I think part of letting Krishna be the charioteer is to allow the lower to play such foolish games without engaging in them: perhaps a little like the way a parent might allow a child to throw a tantrum until it's tuckered itself out. And as the personality tires itself out (which it will if it's not being fed attention), then certainly the personal-struggle-aspect of walking the path is lessened.

I imagine there to be a certain point on the path where the voice of the lower is so weak that the kind of struggle most of us are used to really does cease to play much of a role. It is likely then replaced with a new kind of difficulty, which is the real mountain climbing of becoming an Adept.

Just my thoughts and observations. :)


Thanks, Jon.

Yes, this is where the rubber meets the road :)  It's the very stuff of our efforts here I suppose is to fight Arjuna's battle - as we answer the call of the higher self, forces are marshalled against this effort, including the protestations of the lower self.   

I've pasted below a comment from WQ Judge's commentary on the Gita (Ch.2):

"Arjuna, whose heart was troubled with grief, let fall his bow and arrows, and sat down on the bench of his chariot...
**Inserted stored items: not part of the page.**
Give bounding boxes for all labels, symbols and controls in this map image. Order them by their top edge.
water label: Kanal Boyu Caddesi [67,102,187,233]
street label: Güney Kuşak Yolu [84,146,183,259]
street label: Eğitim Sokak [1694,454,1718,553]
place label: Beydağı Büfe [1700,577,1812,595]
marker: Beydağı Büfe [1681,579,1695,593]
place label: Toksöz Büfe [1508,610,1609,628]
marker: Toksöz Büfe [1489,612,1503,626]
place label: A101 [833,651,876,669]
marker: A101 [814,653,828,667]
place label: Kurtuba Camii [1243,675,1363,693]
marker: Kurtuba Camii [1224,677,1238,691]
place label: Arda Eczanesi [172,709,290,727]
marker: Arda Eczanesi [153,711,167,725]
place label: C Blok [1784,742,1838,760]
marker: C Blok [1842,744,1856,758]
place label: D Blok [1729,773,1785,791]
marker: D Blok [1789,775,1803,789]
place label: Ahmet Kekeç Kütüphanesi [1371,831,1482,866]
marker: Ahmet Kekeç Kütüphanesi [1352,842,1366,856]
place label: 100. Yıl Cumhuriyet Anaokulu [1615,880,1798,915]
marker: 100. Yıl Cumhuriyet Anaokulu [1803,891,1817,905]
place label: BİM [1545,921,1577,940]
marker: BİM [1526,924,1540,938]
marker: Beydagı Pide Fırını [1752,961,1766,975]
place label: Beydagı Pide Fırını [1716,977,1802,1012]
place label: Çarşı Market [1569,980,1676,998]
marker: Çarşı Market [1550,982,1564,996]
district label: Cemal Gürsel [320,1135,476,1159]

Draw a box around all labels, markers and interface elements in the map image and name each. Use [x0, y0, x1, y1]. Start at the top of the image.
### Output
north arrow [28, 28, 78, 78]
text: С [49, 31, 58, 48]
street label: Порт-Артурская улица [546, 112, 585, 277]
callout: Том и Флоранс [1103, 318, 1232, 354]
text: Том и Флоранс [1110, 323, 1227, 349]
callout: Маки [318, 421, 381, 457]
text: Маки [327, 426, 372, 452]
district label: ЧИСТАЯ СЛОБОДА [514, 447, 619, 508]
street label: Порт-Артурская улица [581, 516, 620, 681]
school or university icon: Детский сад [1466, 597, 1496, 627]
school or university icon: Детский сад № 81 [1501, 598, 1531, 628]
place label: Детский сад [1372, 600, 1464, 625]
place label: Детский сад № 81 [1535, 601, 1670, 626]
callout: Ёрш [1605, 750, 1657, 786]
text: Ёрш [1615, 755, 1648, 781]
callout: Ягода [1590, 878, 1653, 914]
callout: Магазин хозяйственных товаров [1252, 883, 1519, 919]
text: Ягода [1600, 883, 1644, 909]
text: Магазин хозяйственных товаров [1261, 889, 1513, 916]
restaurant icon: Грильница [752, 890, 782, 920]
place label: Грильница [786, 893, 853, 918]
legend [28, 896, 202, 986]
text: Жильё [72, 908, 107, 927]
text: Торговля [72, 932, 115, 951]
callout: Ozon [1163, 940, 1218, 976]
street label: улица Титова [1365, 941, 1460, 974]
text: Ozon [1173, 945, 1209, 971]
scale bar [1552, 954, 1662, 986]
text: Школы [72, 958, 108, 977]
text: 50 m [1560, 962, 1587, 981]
Every student of occultism, theosophy or true religion — all being the one thing — will go through Arjuna's experiences. Attracted by the beauty or other seductive quality, for him, of this study, he enters upon the prosecution of it, and soon discovers that he arouses two sets of forces. One of them consists of all his friends and relations who do not view life as he does, who are wedded to the "established order," and think him a fool for devoting any attention to anything else; while the general mass of his acquaintances and those whom he meets in the world instinctively array themselves against one who is thus starting upon a crusade that begins with his own follies and faults, but must end in a condemnation of theirs, if only by the force of example. The other opponents are far more difficult to meet, because they have their camp and base of action upon the astral and other hidden planes; they are all his lower tendencies and faculties, that up to this time have been in the sole service of material life. By the mere force of moral gravity, they fly to the other side, where they assist his living friends and relatives in their struggle against him. They have more efficiency in producing despondency than anything else.   ...

All of us are brought to this study by our own request made to our higher self, who is Krishna. Arjuna requested Krishna to be his charioteer, and to drive him forth between the two armies. It does not matter whether he now is consciously aware of having made the request, nor whether it was made as a specific act, in this life or in many another precedent one; it was made and it is to be answered at the right time. Some of us have asked this many times before, in ancient births of ours in other bodies and other lands; others are making the request now; but it is more than likely in the case of those who are spurred on to intense effort and longing to know the truth, and to strive for unity with God, that they have put up the petition ages since."